Kuasarlar yakın geçmişe kadar keşfedilememiş çok ilginç göksel yapılardır. Kuasar kelimesi latince "yıldız gibi ışın kaynağı" olan demektir. Bu ayete de " kesinlikle o ışık saçan yıldız gibi olandır. denmektedir. Çünkü kevkeb kelimesi yıldız topluluğu anlamına geldiği gibi yıldız gibi olan anlamına da gelmektedir. Durriyyun kelimesi ise "quasi-stellar radio source" tanımlamasında " radio source" kelimesine karşılık gelmektedir. Radio kelimesi ışın yayan, parıldayan anlamına gelmektedir. Derin uzayda evrenin erken zamanlarında oluşmuş yıldızla karadeliğe benzer maddenin ve enerjinin çok küçük bir hacimde sıkışmış olduğu gök cisimleridir. Yapıları galaksilerle aynıdır. Uzaydaki en parlak cisimlerdir. Enerji kaynakları elektromanyetik enerjidir. Çekim gücü kara deliğe kıyasla küçük olması nedeniyle madde ve ışık delikte kaybolmamakta ışık yüzeyde takılı kalmaktadır. Bu sayede asılı kalan ışık sayesinde kör edici bir parlaklığa sahiptirler. Kuasarlar öylesine büyüktür ki galaksileri tam tabiriyle öğütecek şekilde dizayn olmuşlardır. Şuan görünen kuasarlar ışık hızı ve mesafe hesap edildiğinde 10 milyar yıl önceki hallerini göstermektedir. Bilinen ve gözlemlenen evrendeki en ölümcül ve kaçınılması imkansız gök cismidir. Kuassarlarda da pulsarlarda olduğu gibi ışınım süreklidir ancak bu ışınım dünyadan kesik kesik izlenebildiği için cisim bize periyodik elektromanyetik ışınımlar yapan bir kaynak gibi gözükür.
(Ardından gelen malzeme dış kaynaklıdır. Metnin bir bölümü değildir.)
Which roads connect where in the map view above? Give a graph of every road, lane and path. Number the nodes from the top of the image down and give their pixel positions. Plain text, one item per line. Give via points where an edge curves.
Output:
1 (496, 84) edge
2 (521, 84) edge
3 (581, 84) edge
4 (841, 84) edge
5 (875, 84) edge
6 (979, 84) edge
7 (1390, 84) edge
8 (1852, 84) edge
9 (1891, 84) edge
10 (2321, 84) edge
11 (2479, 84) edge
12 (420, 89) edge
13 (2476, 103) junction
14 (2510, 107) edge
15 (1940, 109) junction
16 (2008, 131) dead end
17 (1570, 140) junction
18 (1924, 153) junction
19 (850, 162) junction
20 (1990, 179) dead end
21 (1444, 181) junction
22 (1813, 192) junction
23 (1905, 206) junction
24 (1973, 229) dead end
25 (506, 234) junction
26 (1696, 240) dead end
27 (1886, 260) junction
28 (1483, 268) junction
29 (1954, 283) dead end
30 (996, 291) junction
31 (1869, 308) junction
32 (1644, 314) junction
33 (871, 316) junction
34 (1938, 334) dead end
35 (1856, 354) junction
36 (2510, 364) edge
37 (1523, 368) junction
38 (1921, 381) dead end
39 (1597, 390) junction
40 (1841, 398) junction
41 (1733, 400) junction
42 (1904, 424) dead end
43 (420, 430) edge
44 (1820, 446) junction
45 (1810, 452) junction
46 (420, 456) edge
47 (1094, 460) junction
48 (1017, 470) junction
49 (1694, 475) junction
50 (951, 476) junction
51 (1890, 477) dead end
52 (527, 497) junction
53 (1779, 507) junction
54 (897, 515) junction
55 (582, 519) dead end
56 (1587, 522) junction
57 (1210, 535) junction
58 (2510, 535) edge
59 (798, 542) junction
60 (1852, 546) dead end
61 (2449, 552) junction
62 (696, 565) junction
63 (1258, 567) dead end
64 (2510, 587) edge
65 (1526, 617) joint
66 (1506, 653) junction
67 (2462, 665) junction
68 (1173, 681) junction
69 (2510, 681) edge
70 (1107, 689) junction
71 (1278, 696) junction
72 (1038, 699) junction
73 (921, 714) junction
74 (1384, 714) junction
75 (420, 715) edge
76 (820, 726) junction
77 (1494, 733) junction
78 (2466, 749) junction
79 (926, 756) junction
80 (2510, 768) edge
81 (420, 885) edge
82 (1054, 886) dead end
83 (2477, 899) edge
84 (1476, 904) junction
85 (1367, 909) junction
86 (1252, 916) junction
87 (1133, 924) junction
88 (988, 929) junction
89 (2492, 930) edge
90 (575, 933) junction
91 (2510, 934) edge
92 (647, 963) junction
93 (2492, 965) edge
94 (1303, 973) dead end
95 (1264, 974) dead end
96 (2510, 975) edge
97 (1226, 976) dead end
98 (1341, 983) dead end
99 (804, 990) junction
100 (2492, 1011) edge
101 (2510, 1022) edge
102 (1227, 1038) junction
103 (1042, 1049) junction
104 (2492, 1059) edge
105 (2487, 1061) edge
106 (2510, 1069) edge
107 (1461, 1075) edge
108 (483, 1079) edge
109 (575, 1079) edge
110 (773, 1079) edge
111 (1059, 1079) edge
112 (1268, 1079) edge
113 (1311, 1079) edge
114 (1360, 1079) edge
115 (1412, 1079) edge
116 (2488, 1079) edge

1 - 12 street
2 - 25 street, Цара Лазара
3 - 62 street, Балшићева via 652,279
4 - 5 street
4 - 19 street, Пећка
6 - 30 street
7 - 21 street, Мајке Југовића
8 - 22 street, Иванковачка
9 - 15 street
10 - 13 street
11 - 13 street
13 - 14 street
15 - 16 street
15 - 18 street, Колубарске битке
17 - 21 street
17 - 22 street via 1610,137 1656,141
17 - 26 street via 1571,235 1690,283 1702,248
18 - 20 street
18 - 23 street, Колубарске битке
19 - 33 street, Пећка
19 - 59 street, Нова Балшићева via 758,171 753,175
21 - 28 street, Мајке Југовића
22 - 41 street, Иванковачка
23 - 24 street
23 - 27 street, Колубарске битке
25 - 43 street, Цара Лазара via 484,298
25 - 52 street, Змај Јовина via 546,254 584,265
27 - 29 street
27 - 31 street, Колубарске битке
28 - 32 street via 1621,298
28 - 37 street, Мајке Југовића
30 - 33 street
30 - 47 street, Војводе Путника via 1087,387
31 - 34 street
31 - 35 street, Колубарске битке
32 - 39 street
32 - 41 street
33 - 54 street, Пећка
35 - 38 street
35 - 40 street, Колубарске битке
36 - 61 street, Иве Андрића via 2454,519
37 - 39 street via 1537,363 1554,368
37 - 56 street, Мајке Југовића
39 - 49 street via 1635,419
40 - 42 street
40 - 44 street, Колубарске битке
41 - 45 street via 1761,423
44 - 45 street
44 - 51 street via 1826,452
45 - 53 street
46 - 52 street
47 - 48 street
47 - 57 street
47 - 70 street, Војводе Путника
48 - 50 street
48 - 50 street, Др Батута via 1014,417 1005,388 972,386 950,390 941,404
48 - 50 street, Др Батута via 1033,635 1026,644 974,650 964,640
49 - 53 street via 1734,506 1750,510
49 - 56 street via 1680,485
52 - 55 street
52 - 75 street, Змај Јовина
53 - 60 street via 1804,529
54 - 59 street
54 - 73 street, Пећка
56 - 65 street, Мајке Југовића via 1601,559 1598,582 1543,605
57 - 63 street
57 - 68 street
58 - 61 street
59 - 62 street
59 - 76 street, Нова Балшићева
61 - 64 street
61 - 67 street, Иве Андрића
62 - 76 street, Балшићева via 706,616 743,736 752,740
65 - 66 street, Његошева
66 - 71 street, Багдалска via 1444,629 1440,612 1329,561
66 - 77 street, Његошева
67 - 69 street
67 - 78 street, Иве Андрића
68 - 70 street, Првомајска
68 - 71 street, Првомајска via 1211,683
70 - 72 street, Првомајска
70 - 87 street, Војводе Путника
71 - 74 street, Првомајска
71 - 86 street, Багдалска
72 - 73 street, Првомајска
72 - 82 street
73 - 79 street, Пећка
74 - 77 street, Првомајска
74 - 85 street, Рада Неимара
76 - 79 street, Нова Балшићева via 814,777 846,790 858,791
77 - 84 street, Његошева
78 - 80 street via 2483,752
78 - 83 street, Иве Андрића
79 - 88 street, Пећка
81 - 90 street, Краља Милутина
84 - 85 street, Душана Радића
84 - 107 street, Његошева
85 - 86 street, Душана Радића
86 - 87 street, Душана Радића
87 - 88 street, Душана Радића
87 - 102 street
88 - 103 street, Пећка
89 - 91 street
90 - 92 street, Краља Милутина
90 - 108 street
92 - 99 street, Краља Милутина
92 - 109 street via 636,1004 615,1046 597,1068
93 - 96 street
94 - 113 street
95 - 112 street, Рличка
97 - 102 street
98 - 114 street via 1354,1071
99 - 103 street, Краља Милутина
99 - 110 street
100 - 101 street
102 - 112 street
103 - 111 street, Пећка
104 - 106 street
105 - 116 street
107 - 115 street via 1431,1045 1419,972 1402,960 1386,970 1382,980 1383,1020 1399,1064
Buna deniz feneri etkisi denmektedir.
Aşağıda kuasar galaksi resimleri görülmektedir.
Deniz fenerleri nasıl denizlerde hidayet eden referans noktaları ise Quasarlarda gökyüzünde hidayet yani referans noktalarıdır [ The International Celestial Reference System (ICRS) is based on hundreds of extra-galactic radio sources, mostly quasars, distributed around the entire sky].Yani Allah'ın nuru (Kuran) deniz feneri gibi olan bir parlayan yıldız kümesi (quasar) gibidir.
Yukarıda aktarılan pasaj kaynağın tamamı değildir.